▸ Aim of the task
Would you please copy every line of the material that follows, exactly as it reads?

▸ Data to process

----

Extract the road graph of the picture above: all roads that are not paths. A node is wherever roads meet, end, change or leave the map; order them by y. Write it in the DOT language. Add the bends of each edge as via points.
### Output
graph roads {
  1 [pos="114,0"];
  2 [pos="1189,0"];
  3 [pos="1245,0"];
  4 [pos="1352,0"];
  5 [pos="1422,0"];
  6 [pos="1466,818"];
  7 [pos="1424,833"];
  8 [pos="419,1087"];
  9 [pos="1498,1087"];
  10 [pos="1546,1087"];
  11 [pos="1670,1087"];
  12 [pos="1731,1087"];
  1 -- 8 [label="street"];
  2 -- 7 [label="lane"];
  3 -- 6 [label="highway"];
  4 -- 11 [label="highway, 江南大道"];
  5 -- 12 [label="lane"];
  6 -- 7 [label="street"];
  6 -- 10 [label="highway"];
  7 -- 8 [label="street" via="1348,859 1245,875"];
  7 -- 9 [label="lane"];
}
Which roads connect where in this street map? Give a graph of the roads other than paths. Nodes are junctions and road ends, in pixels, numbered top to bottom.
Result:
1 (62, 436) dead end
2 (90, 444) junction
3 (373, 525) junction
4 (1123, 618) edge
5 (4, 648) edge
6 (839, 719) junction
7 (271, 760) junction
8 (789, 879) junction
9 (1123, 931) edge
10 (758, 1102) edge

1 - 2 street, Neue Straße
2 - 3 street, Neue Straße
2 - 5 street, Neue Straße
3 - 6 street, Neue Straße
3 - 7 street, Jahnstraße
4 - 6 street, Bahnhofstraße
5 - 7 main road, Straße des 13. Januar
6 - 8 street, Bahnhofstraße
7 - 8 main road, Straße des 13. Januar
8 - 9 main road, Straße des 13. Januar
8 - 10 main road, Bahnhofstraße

----

▸ Solution for this task
Extract the road graph of the picture above: all roads that are not paths. A node is wherever roads meet, end, change or leave the map; order them by y. Write it in the DOT language. Add the bends of each edge as via points.
### Output
graph roads {
  1 [pos="114,0"];
  2 [pos="1189,0"];
  3 [pos="1245,0"];
  4 [pos="1352,0"];
  5 [pos="1422,0"];
  6 [pos="1466,818"];
  7 [pos="1424,833"];
  8 [pos="419,1087"];
  9 [pos="1498,1087"];
  10 [pos="1546,1087"];
  11 [pos="1670,1087"];
  12 [pos="1731,1087"];
  1 -- 8 [label="street"];
  2 -- 7 [label="lane"];
  3 -- 6 [label="highway"];
  4 -- 11 [label="highway, 江南大道"];
  5 -- 12 [label="lane"];
  6 -- 7 [label="street"];
  6 -- 10 [label="highway"];
  7 -- 8 [label="street" via="1348,859 1245,875"];
  7 -- 9 [label="lane"];
}
Which roads connect where in this street map? Give a graph of the roads other than paths. Nodes are junctions and road ends, in pixels, numbered top to bottom.
Result:
1 (62, 436) dead end
2 (90, 444) junction
3 (373, 525) junction
4 (1123, 618) edge
5 (4, 648) edge
6 (839, 719) junction
7 (271, 760) junction
8 (789, 879) junction
9 (1123, 931) edge
10 (758, 1102) edge

1 - 2 street, Neue Straße
2 - 3 street, Neue Straße
2 - 5 street, Neue Straße
3 - 6 street, Neue Straße
3 - 7 street, Jahnstraße
4 - 6 street, Bahnhofstraße
5 - 7 main road, Straße des 13. Januar
6 - 8 street, Bahnhofstraße
7 - 8 main road, Straße des 13. Januar
8 - 9 main road, Straße des 13. Januar
8 - 10 main road, Bahnhofstraße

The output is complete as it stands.